Hoy en día, comienza a cambiar mi opinión al respecto, a raíz de los últimos meses y el gran cambio que ha tenido lugar en mi vida. He pasado por tantos ratos amargos, verdaderamente oscuros... momentos en los que llorar simplemente no era alivio alguno, momentos tan desolados como la cama en la que despertaba, o la casa vacía a la que llegaba por las noches. Lo peor fueron las decepciones, la desilusión y en particular las humillaciones a las que fui sometido día tras día. Y para alguien que siempre ha luchado por obtener lo que quiere de la vida, fueron momentos en los que, sin más ni menos, puse la otra mejilla.

¡Cuántas cosas pude haber contestado!
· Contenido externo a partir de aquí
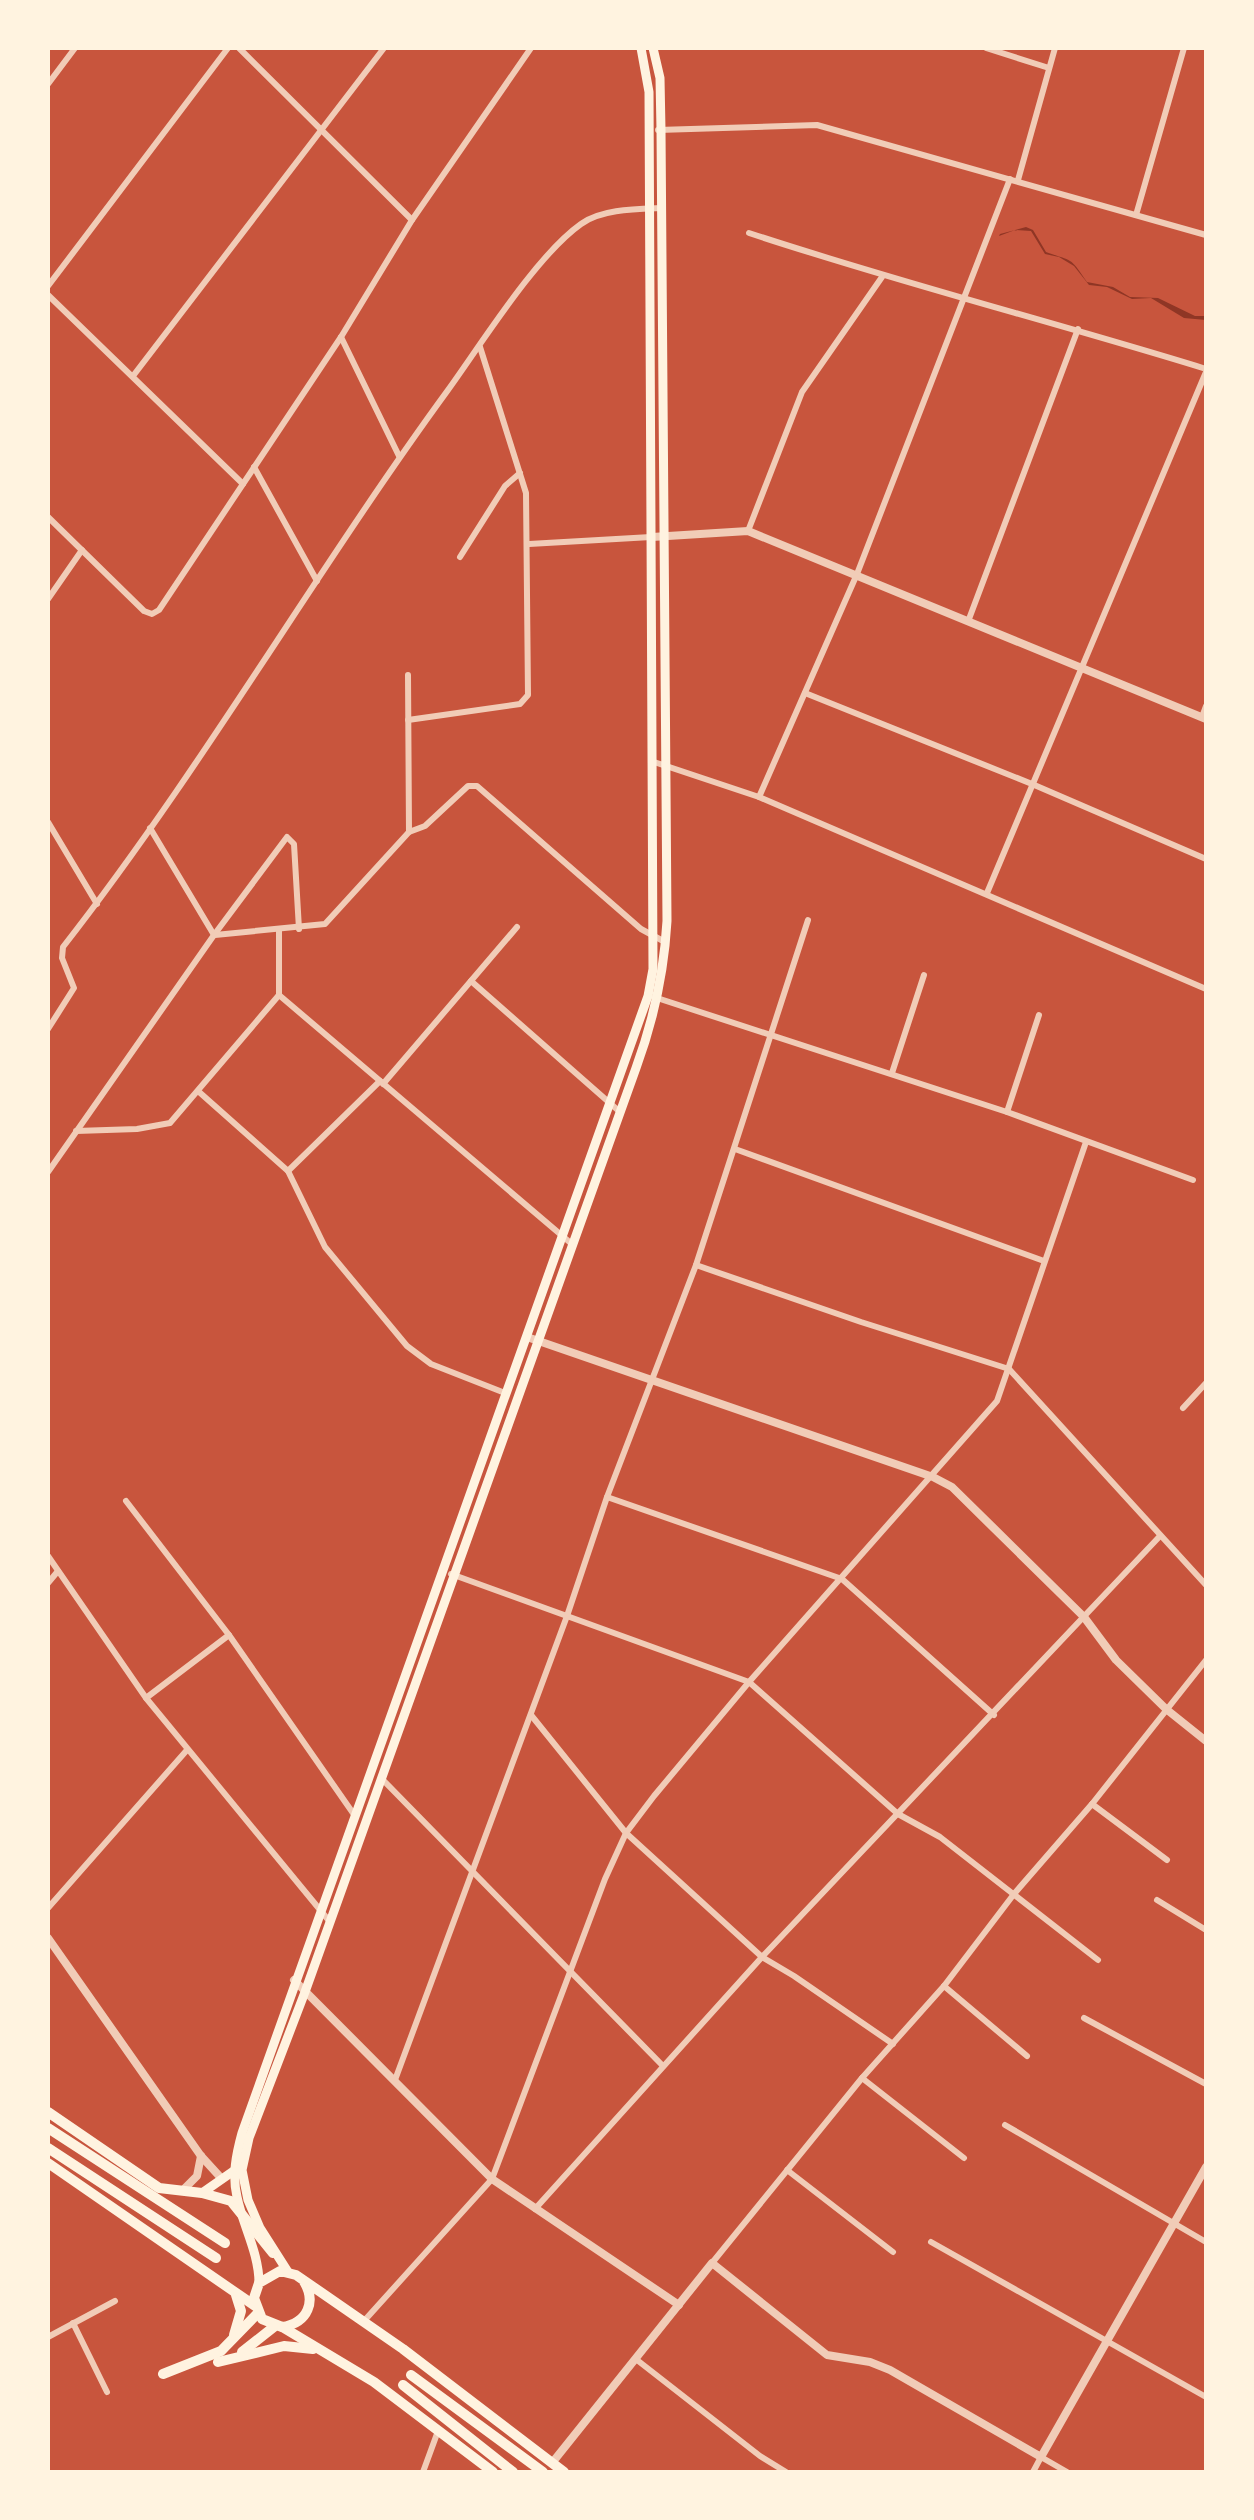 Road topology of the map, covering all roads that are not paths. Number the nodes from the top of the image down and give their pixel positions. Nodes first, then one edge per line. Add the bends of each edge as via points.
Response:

Dejar que el rencor y la ira se apoderaran de mi cuerpo era una enorme tentación. Defender mi integridad y mi fortaleza era un ardiente deseo que hubiera sido fácil satisfacer. Sabía que con una frase podía destruirlo, castigarlo por el dolor desgarrador que me había infligido. Pero... no lo hice.

Tuve en mi poder tantos medios para lastimarlo a él, para lastimar a su nuevo amor, para arrasar completa y perpetuamente todo lo que fuimos. Pero... no lo hice.

Y cuando vi sin remedio que todo había terminado, que la fortaleza de mi amor y devoción había sido el arma misma con la cual me desmembraron, que la sinceridad, lejos de rendir frutos, había sembrado sal en mi huerta, cuando vi eso, cuando sentí el dolor perpetuo de la amputación... tampoco hice nada.

En cambio, a cada momento, a cada golpe, puse la otra mejilla.

Y es ahora que comprendo, que poner la otra mejilla es posible cuando se ama verdaderamente a la otra persona.

¿Cómo pude pensar en algún momento que poner la otra mejilla era un acto de cobardía? Nada requiere más valor que no levantar la mano contra la gente que amas, a pesar del gran daño que le puedan causar a uno. Amar incondicionalmente no significa amar en cualquier circunstancia y en todo momento; significa amar al alguien a pesar del daño que te puedan hacer, consciente o inconscientemente, significa dejar a un lado el espíritu propio de supervivencia y proteger a la persona que amas de tu reacción, o de sí mismo.

Dejé que tomara sus decisiones, que hiciera (o más bien deshiciera) como quería nuestro amor. Todo lo que me pidió lo hice, y lo hubiera hecho con o sin las amenazas y los chantajes. Lo dejé ir... lo dejé ir a los brazos de alguien más a sabiendas de que ello me calcinaría.

Y no soy un cobarde por haberlo hecho. Requirió de todas mis fuerzas no infligir venganzas en un principio, y después, requirió todo mi esfuerzo no llamarlo para decirle, día con día, lo mucho que lo amaba. Y cuando solicitó mi ayuda, se la di a manos llenas, pues habérsela negado sería nuevamente una forma de venganza que tampoco estuve dispuesto a ejecutar.

En fin... no por haber puesto la otra mejilla soy un santo, ni me considero un ser humano ejemplar. Simplemente he comprendido finalmente lo que eso significa, y admiro mucho a las personas que lo pueden hacer una y otra vez. Esas son personas que verdaderamente aman al prójimo, a todos los prójimos.

¡Se acabó la hora del almuerzo! Hasta pronto... yo.

1 comment:

Anonymous said...

Yo tengo que poner la otra mejilla para que mis hijos no se "ganen" con el espectáculos y lastimarlos sicológimente.